◆ Your task: Whatever appears in the records apart from pictures must be reproduced exactly.

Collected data
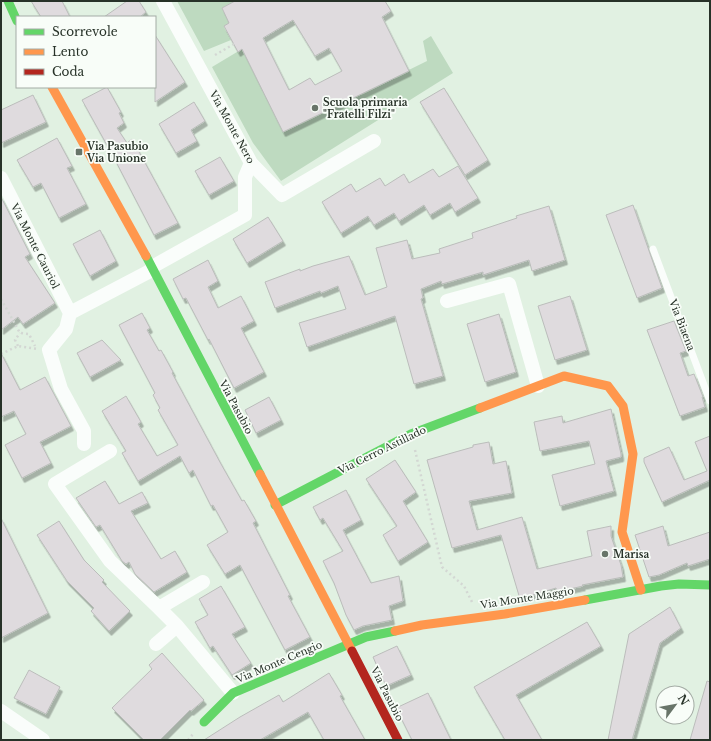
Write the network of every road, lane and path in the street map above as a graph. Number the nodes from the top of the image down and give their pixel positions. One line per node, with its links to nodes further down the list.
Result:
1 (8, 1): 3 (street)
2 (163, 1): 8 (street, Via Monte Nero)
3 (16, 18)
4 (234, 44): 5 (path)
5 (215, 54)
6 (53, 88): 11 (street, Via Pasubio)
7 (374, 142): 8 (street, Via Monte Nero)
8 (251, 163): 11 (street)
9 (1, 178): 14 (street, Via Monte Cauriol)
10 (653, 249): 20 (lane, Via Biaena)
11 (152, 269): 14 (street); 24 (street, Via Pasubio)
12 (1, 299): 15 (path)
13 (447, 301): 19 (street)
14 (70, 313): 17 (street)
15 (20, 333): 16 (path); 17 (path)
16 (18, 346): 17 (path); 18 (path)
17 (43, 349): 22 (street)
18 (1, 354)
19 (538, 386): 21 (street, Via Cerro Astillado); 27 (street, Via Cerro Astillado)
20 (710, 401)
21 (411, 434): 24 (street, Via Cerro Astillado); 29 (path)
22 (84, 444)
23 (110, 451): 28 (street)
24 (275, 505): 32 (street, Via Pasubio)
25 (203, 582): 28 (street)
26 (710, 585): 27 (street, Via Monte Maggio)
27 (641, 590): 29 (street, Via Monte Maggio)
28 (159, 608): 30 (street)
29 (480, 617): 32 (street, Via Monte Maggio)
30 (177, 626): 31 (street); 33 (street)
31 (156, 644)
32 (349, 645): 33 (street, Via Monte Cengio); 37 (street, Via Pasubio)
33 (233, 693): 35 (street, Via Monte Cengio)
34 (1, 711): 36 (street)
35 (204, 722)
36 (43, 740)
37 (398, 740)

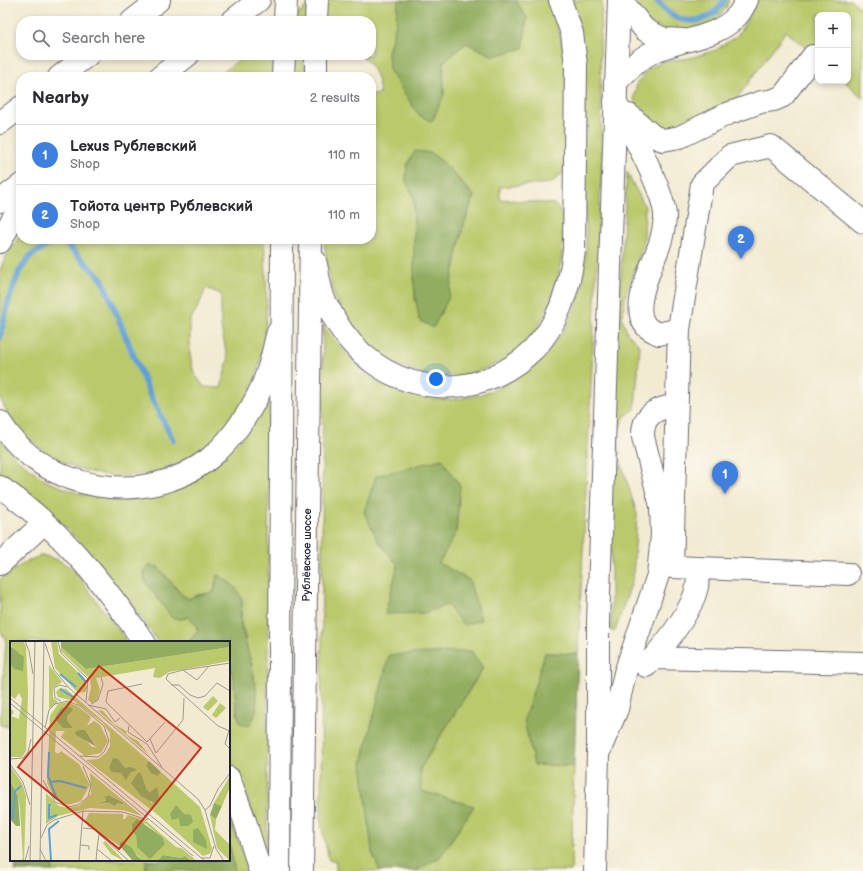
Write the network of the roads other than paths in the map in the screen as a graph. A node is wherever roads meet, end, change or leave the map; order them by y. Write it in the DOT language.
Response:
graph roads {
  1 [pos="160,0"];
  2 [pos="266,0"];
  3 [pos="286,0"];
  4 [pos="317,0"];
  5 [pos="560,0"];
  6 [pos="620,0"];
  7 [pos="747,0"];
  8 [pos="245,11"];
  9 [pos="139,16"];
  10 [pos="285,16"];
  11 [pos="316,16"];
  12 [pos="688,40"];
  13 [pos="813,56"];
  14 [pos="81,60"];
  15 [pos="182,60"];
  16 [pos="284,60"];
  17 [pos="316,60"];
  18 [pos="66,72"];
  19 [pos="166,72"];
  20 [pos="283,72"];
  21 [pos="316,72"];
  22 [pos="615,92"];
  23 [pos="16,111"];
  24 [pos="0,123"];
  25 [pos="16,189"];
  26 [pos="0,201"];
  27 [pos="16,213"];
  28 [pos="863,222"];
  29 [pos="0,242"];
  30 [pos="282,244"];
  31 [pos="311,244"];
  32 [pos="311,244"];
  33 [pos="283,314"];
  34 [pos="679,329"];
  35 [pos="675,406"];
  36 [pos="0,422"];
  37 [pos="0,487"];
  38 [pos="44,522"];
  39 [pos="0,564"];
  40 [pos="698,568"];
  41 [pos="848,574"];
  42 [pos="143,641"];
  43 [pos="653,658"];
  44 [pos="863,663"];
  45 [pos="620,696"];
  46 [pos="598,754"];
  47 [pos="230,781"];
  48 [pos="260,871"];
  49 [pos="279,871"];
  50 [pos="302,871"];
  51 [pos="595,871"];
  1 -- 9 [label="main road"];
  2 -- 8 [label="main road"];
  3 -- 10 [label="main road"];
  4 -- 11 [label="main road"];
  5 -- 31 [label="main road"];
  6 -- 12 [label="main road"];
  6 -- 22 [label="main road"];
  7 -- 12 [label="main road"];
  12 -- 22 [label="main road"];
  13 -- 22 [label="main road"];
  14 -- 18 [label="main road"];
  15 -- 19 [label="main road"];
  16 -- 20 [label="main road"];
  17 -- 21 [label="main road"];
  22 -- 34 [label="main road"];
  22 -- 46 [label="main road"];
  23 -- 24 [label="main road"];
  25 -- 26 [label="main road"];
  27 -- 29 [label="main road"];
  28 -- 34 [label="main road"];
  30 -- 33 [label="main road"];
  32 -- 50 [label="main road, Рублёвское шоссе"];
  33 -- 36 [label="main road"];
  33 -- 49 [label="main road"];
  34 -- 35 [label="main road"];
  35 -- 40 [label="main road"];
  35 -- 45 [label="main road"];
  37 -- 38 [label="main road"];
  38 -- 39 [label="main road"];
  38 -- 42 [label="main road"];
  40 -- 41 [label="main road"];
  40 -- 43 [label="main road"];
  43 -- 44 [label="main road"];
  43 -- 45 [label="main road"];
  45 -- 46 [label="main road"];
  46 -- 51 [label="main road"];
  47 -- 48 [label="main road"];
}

◆ Answer box:
Write the network of every road, lane and path in the street map above as a graph. Number the nodes from the top of the image down and give their pixel positions. One line per node, with its links to nodes further down the list.
Result:
1 (8, 1): 3 (street)
2 (163, 1): 8 (street, Via Monte Nero)
3 (16, 18)
4 (234, 44): 5 (path)
5 (215, 54)
6 (53, 88): 11 (street, Via Pasubio)
7 (374, 142): 8 (street, Via Monte Nero)
8 (251, 163): 11 (street)
9 (1, 178): 14 (street, Via Monte Cauriol)
10 (653, 249): 20 (lane, Via Biaena)
11 (152, 269): 14 (street); 24 (street, Via Pasubio)
12 (1, 299): 15 (path)
13 (447, 301): 19 (street)
14 (70, 313): 17 (street)
15 (20, 333): 16 (path); 17 (path)
16 (18, 346): 17 (path); 18 (path)
17 (43, 349): 22 (street)
18 (1, 354)
19 (538, 386): 21 (street, Via Cerro Astillado); 27 (street, Via Cerro Astillado)
20 (710, 401)
21 (411, 434): 24 (street, Via Cerro Astillado); 29 (path)
22 (84, 444)
23 (110, 451): 28 (street)
24 (275, 505): 32 (street, Via Pasubio)
25 (203, 582): 28 (street)
26 (710, 585): 27 (street, Via Monte Maggio)
27 (641, 590): 29 (street, Via Monte Maggio)
28 (159, 608): 30 (street)
29 (480, 617): 32 (street, Via Monte Maggio)
30 (177, 626): 31 (street); 33 (street)
31 (156, 644)
32 (349, 645): 33 (street, Via Monte Cengio); 37 (street, Via Pasubio)
33 (233, 693): 35 (street, Via Monte Cengio)
34 (1, 711): 36 (street)
35 (204, 722)
36 (43, 740)
37 (398, 740)

Write the network of the roads other than paths in the map in the screen as a graph. A node is wherever roads meet, end, change or leave the map; order them by y. Write it in the DOT language.
Response:
graph roads {
  1 [pos="160,0"];
  2 [pos="266,0"];
  3 [pos="286,0"];
  4 [pos="317,0"];
  5 [pos="560,0"];
  6 [pos="620,0"];
  7 [pos="747,0"];
  8 [pos="245,11"];
  9 [pos="139,16"];
  10 [pos="285,16"];
  11 [pos="316,16"];
  12 [pos="688,40"];
  13 [pos="813,56"];
  14 [pos="81,60"];
  15 [pos="182,60"];
  16 [pos="284,60"];
  17 [pos="316,60"];
  18 [pos="66,72"];
  19 [pos="166,72"];
  20 [pos="283,72"];
  21 [pos="316,72"];
  22 [pos="615,92"];
  23 [pos="16,111"];
  24 [pos="0,123"];
  25 [pos="16,189"];
  26 [pos="0,201"];
  27 [pos="16,213"];
  28 [pos="863,222"];
  29 [pos="0,242"];
  30 [pos="282,244"];
  31 [pos="311,244"];
  32 [pos="311,244"];
  33 [pos="283,314"];
  34 [pos="679,329"];
  35 [pos="675,406"];
  36 [pos="0,422"];
  37 [pos="0,487"];
  38 [pos="44,522"];
  39 [pos="0,564"];
  40 [pos="698,568"];
  41 [pos="848,574"];
  42 [pos="143,641"];
  43 [pos="653,658"];
  44 [pos="863,663"];
  45 [pos="620,696"];
  46 [pos="598,754"];
  47 [pos="230,781"];
  48 [pos="260,871"];
  49 [pos="279,871"];
  50 [pos="302,871"];
  51 [pos="595,871"];
  1 -- 9 [label="main road"];
  2 -- 8 [label="main road"];
  3 -- 10 [label="main road"];
  4 -- 11 [label="main road"];
  5 -- 31 [label="main road"];
  6 -- 12 [label="main road"];
  6 -- 22 [label="main road"];
  7 -- 12 [label="main road"];
  12 -- 22 [label="main road"];
  13 -- 22 [label="main road"];
  14 -- 18 [label="main road"];
  15 -- 19 [label="main road"];
  16 -- 20 [label="main road"];
  17 -- 21 [label="main road"];
  22 -- 34 [label="main road"];
  22 -- 46 [label="main road"];
  23 -- 24 [label="main road"];
  25 -- 26 [label="main road"];
  27 -- 29 [label="main road"];
  28 -- 34 [label="main road"];
  30 -- 33 [label="main road"];
  32 -- 50 [label="main road, Рублёвское шоссе"];
  33 -- 36 [label="main road"];
  33 -- 49 [label="main road"];
  34 -- 35 [label="main road"];
  35 -- 40 [label="main road"];
  35 -- 45 [label="main road"];
  37 -- 38 [label="main road"];
  38 -- 39 [label="main road"];
  38 -- 42 [label="main road"];
  40 -- 41 [label="main road"];
  40 -- 43 [label="main road"];
  43 -- 44 [label="main road"];
  43 -- 45 [label="main road"];
  45 -- 46 [label="main road"];
  46 -- 51 [label="main road"];
  47 -- 48 [label="main road"];
}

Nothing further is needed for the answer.